In 1974, in the case of S.K.G. Sugar Mills v. State of Bihar, the Supreme Court held that the satisfaction of the Governor under Article 213 is not judicially reviewable and held that (para 30)—
“It is however well-settled that the necessity of immediate action and of promulgating an Ordinance is a matter purely for the subjective satisfaction of the Governor. He is the sole judge as to the existence of the circumstances necessitating the making of an Ordinance. His satisfaction is not a justiciable matter.”
But later, the position of the Court changed, and they held that the satisfaction of the President is ‘judicially reviewable’. In the Bank Nationalisation Case (R.C. Cooper v. Union of India), it was argued that the President is not the final arbiter of the existence of conditions in which the power to issue an ordinance may be exercised. But the Court left the question open in 1970. Again, in the case of A.K. Roy v. Union of India, the Court left the question open whether the satisfaction of the President under Article 123(1) is justiciable or not. But the Court did however say it was arguable that “judicial review is not excluded in regard to the question relating to the President’s satisfaction”. In the instant case (A.K Roy case), since the ordinance in question had been replaced by an Act of Parliament, the Court felt no need to go into the question of the President’s satisfaction to issue the ordinance in question.
In 1975, clause 4 was added to Article 123 by the Constitution (Thirty-eighth Amendment) Act, 1975 to make the satisfaction of the President final and conclusion and beyond Judicial Review. But this clause was omitted in 1978 by the Constitution (Forty-fourth Amendment) Act. Now, what is the settled position of law?
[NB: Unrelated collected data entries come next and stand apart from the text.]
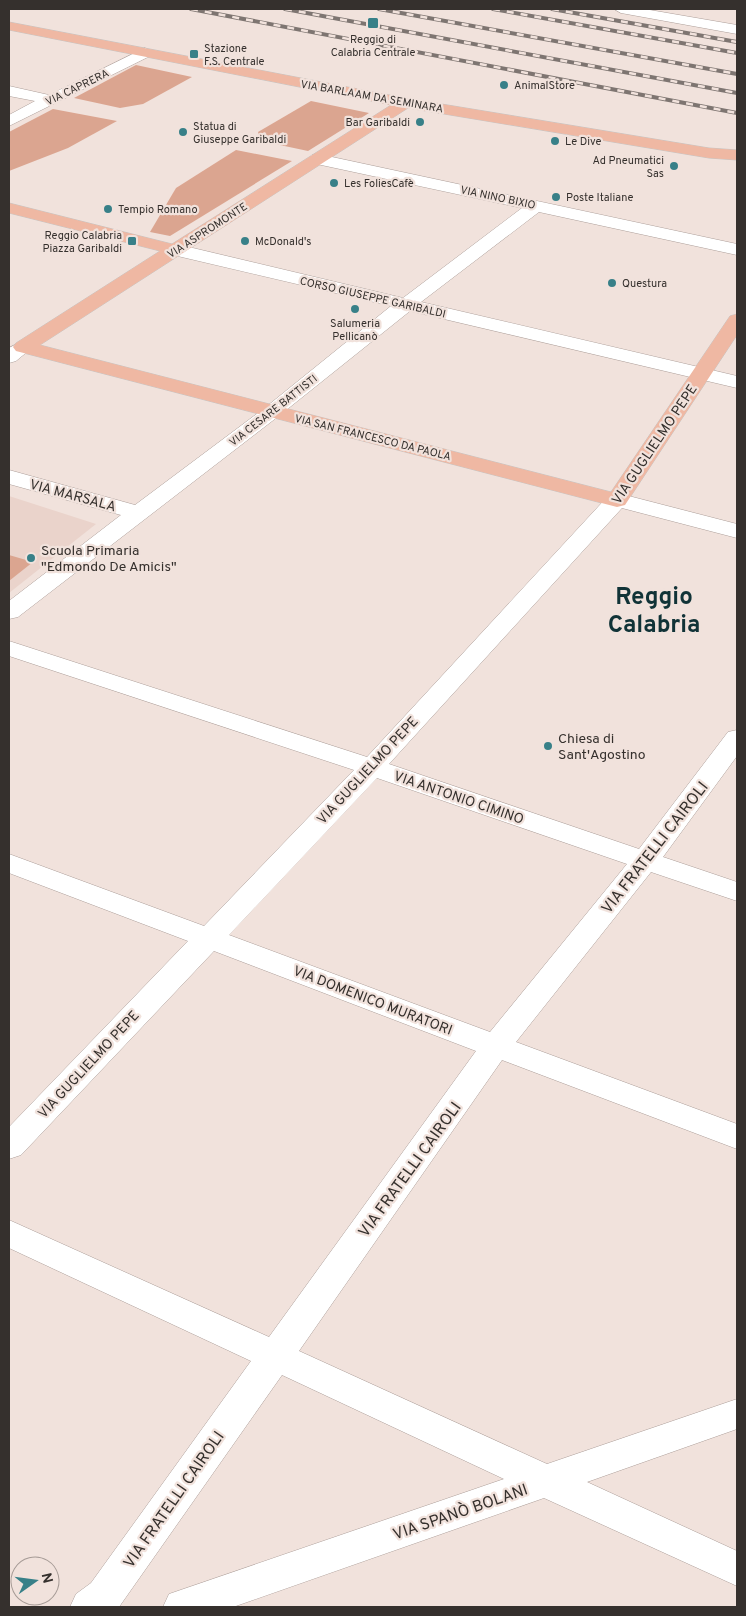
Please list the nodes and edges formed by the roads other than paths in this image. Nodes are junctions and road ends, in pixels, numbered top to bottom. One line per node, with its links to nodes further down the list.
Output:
1 (621, 9): 3 (street)
2 (9, 26): 4 (main road, VIA BARLAAM DA SEMINARA)
3 (737, 30)
4 (145, 53): 6 (street, VIA CAPRERA); 7 (main road, VIA BARLAAM DA SEMINARA)
5 (9, 91): 6 (street)
6 (51, 100): 8 (street, VIA CAPRERA)
7 (405, 103): 9 (main road, VIA BARLAAM DA SEMINARA); 11 (main road, VIA ASPROMONTE)
8 (9, 121)
9 (709, 153): 10 (main road, VIA BARLAAM DA SEMINARA); 12 (main road)
10 (737, 155)
11 (318, 159): 13 (street, VIA NINO BIXIO); 16 (main road, VIA ASPROMONTE)
12 (737, 159)
13 (537, 205): 15 (street, VIA NINO BIXIO); 17 (street, VIA CESARE BATTISTI)
14 (9, 208): 16 (main road, CORSO GIUSEPPE GARIBALDI)
15 (737, 249)
16 (176, 250): 17 (street, CORSO GIUSEPPE GARIBALDI); 19 (main road, VIA ASPROMONTE)
17 (404, 305): 20 (street, CORSO GIUSEPPE GARIBALDI); 22 (street, VIA CESARE BATTISTI)
18 (737, 320): 20 (main road, VIA GUGLIELMO PEPE)
19 (14, 349): 22 (main road, VIA SAN FRANCESCO DA PAOLA)
20 (701, 374): 21 (street, CORSO GIUSEPPE GARIBALDI); 24 (main road, VIA GUGLIELMO PEPE)
21 (737, 382)
22 (273, 412): 24 (main road, VIA SAN FRANCESCO DA PAOLA); 25 (street, VIA CESARE BATTISTI)
23 (9, 477): 25 (street, VIA MARSALA)
24 (617, 500): 26 (street, VIA SAN FRANCESCO DA PAOLA); 30 (street, VIA GUGLIELMO PEPE)
25 (138, 513): 27 (street, VIA CESARE BATTISTI)
26 (737, 531)
27 (9, 612)
28 (9, 648): 30 (street, VIA ANTONIO CIMINO)
29 (737, 738): 31 (street, VIA FRATELLI CAIROLI)
30 (372, 766): 31 (street, VIA ANTONIO CIMINO); 34 (street, VIA GUGLIELMO PEPE)
31 (645, 860): 33 (street, VIA ANTONIO CIMINO); 35 (street, VIA FRATELLI CAIROLI)
32 (9, 863): 34 (street, VIA DOMENICO MURATORI)
33 (737, 892)
34 (207, 938): 35 (street, VIA DOMENICO MURATORI); 37 (street, VIA GUGLIELMO PEPE)
35 (496, 1046): 36 (street, VIA DOMENICO MURATORI); 39 (street, VIA FRATELLI CAIROLI)
36 (737, 1137)
37 (9, 1147)
38 (9, 1233): 39 (street)
39 (275, 1356): 41 (street); 43 (street, VIA FRATELLI CAIROLI)
40 (737, 1414): 41 (street, VIA SPANÒ BOLANI)
41 (547, 1481): 42 (street); 44 (street, VIA SPANÒ BOLANI)
42 (737, 1569)
43 (90, 1607)
44 (183, 1607)

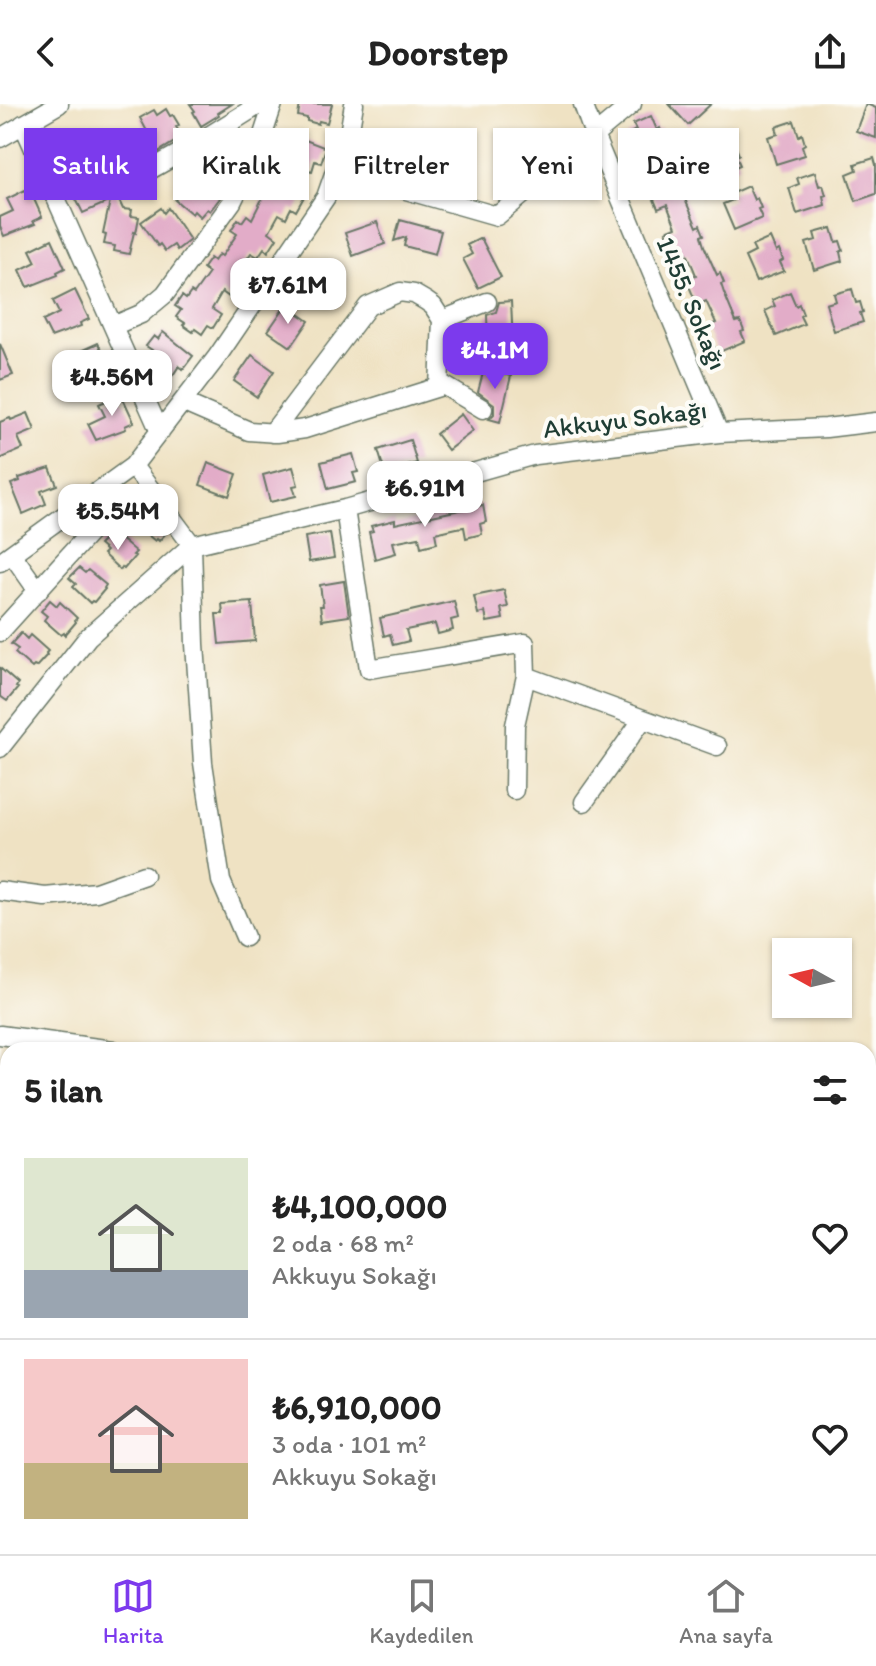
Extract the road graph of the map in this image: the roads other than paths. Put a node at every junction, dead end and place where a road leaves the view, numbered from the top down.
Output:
1 (59, 104) edge
2 (260, 104) edge
3 (273, 104) edge
4 (354, 104) edge
5 (583, 104) edge
6 (632, 104) edge
7 (23, 124) junction
8 (222, 128) edge
9 (265, 128) edge
10 (350, 128) edge
11 (592, 128) edge
12 (602, 128) edge
13 (0, 138) edge
14 (602, 154) edge
15 (325, 198) edge
16 (233, 200) edge
17 (441, 200) edge
18 (516, 200) edge
19 (487, 302) dead end
20 (442, 320) junction
21 (113, 326) junction
22 (440, 383) junction
23 (182, 402) junction
24 (483, 409) dead end
25 (876, 422) edge
26 (160, 432) junction
27 (272, 433) junction
28 (719, 433) junction
29 (133, 466) junction
30 (345, 509) junction
31 (114, 515) dead end
32 (192, 545) junction
33 (6, 558) edge
34 (38, 591) junction
35 (0, 632) edge
36 (526, 676) junction
37 (643, 719) junction
38 (717, 746) dead end
39 (0, 748) edge
40 (514, 790) dead end
41 (584, 802) dead end
42 (144, 875) dead end
43 (0, 891) edge
44 (245, 937) dead end
45 (0, 1035) edge
46 (53, 1042) edge

1 - 7 street
2 - 8 street
3 - 9 street
4 - 10 street
5 - 11 street, 1455. Sokağı
6 - 12 street
7 - 13 street
7 - 21 street
14 - 28 street, 1455. Sokağı
15 - 23 street
16 - 21 street
17 - 18 street
19 - 20 street
20 - 22 street
20 - 27 street
21 - 26 street
22 - 24 street
22 - 27 street
23 - 26 street
23 - 27 street
25 - 28 street, Akkuyu Sokağı
26 - 29 street
28 - 30 street, Akkuyu Sokağı
29 - 32 street
29 - 33 street
30 - 32 street, Akkuyu Sokağı
30 - 36 street
31 - 34 street
32 - 39 street, Akkuyu Sokağı
32 - 44 street
33 - 34 street
34 - 35 street
36 - 37 street
36 - 40 street
37 - 38 street
37 - 41 street
42 - 43 street
45 - 46 street

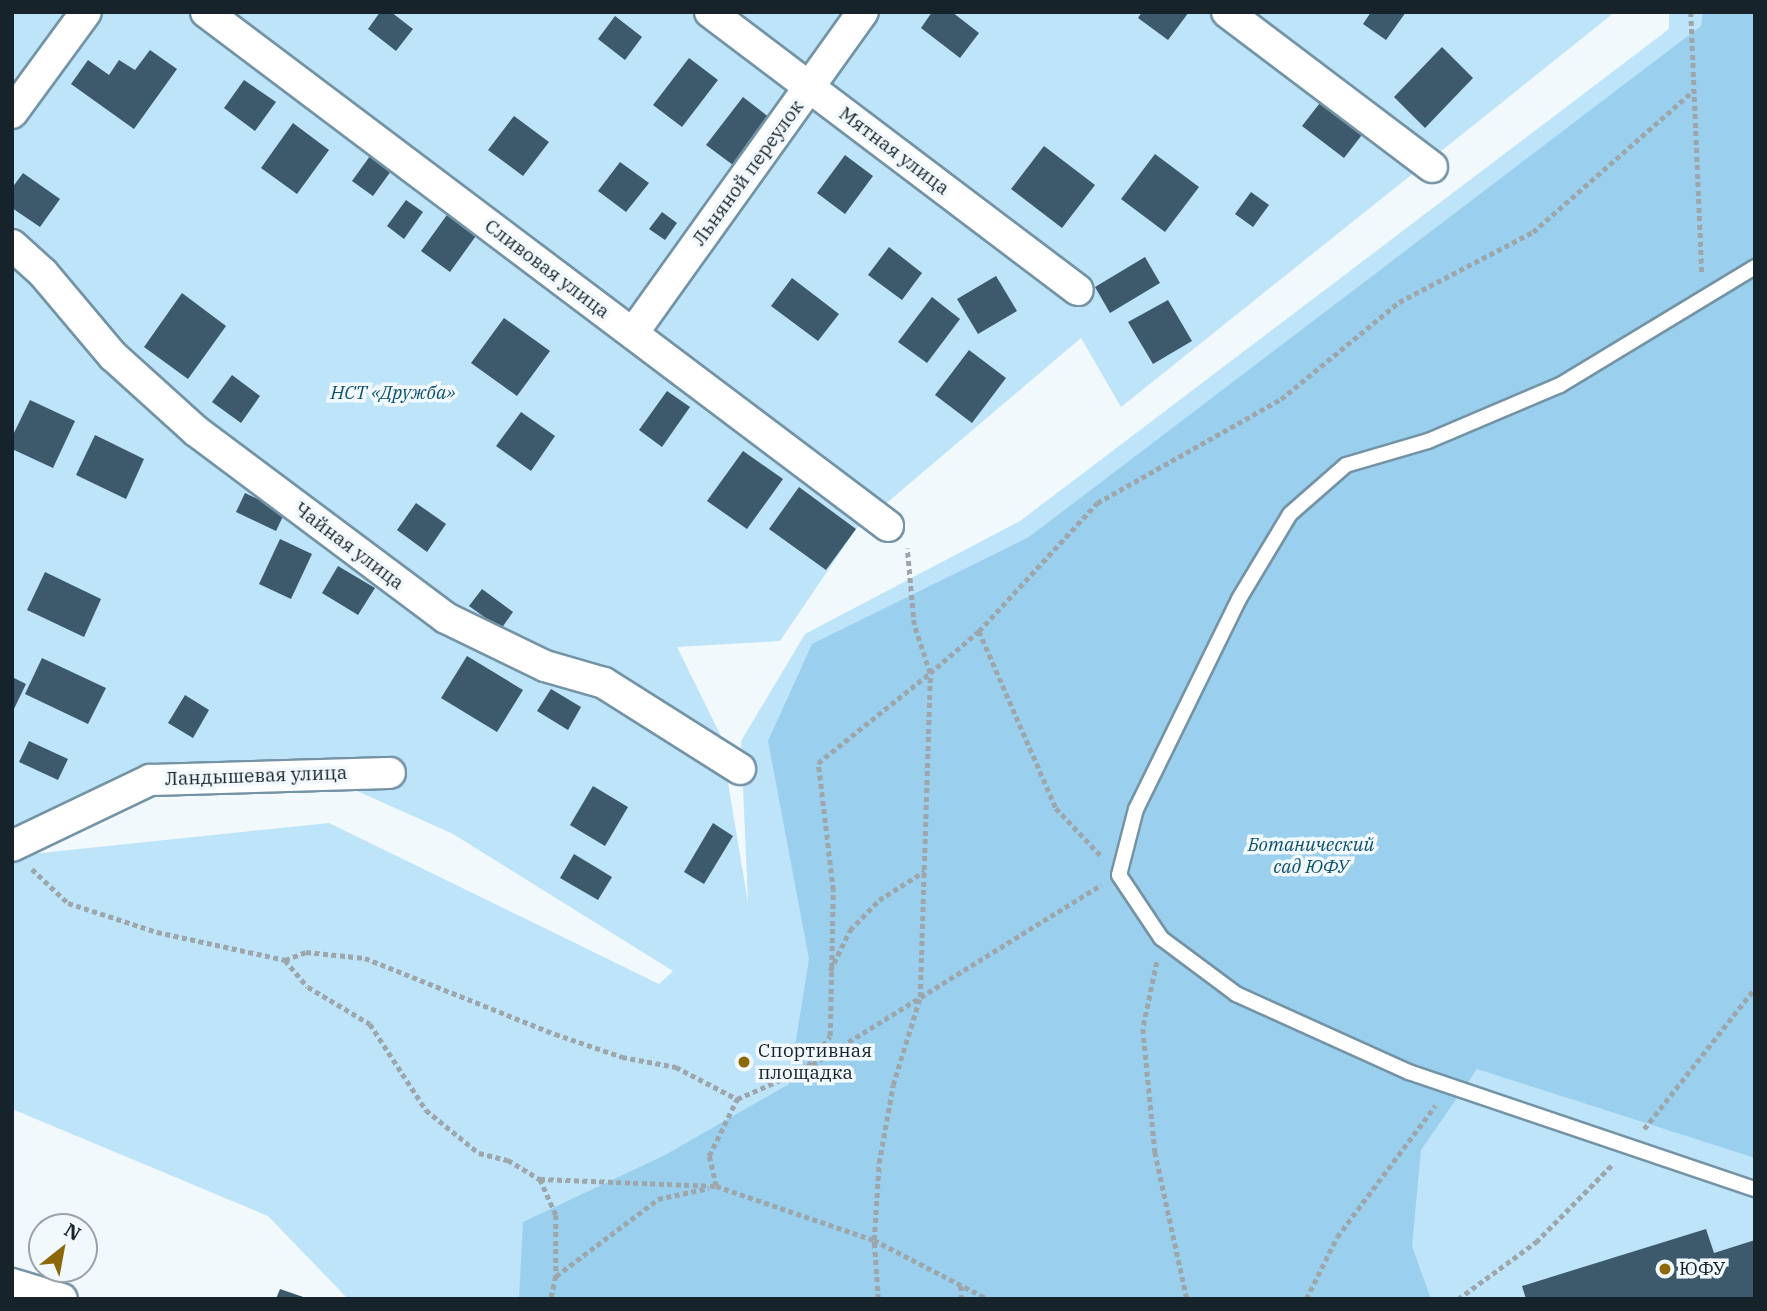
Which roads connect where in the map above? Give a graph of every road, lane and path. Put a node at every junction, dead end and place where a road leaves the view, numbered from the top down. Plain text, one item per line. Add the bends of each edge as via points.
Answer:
1 (86, 12) edge
2 (206, 12) edge
3 (710, 12) edge
4 (863, 12) edge
5 (1227, 12) edge
6 (1691, 12) edge
7 (810, 88) junction
8 (1695, 90) junction
9 (12, 113) edge
10 (1432, 167) dead end
11 (12, 245) edge
12 (1755, 267) edge
13 (1078, 290) dead end
14 (1703, 299) junction
15 (633, 333) junction
16 (888, 526) joint
17 (979, 631) junction
18 (930, 673) junction
19 (740, 769) dead end
20 (390, 773) dead end
21 (17, 853) edge
22 (926, 871) junction
23 (1119, 875) junction
24 (1161, 938) junction
25 (285, 960) junction
26 (829, 973) junction
27 (920, 997) junction
28 (805, 1069) junction
29 (1451, 1086) junction
30 (737, 1099) junction
31 (540, 1179) junction
32 (716, 1186) junction
33 (1755, 1189) edge
34 (874, 1240) junction
35 (556, 1276) junction
36 (12, 1284) edge
37 (961, 1285) junction
38 (62, 1299) edge
39 (551, 1299) edge
40 (878, 1299) edge
41 (962, 1299) edge
42 (988, 1299) edge
43 (1187, 1299) edge
44 (1306, 1299) edge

After the 44th Amendment Act, the Supreme Court in the case of State of Rajasthan v. Union of India (1977, para 27) held that there is “no doubt [after 44th amendment], that judicial review is not totally excluded in regard to the question relating to the President satisfaction”. Further, 7 judge-bench in Krishna Kumar Singh applied the principles which emerged in the case of S.R. Bommai v. Union of India (1993) and held that “the satisfaction of the President under Article 123(1) or of the Governor under Article 213(1) is not immune from judicial review” and further in para 40, the bench held—
“In exercising the power of judicial review, the court must be mindful both of its inherent limitations as well as of the entrustment of the power to the head of the executive who acts on the aid and advice of the Council of Ministers owing collective responsibility to the elected legislature.”
However, after analyzing various cases, it could be understood that Presidential Satisfaction is not immune from judicial review.
Conclusion
Thus, after the judgment of Krishna Kumar Singh v. State of Bihar [seven judge bench, 2017], the law concerning conditions required to be fulfilled while promulgating an ordinance and judicial review of ordinances is well-settled.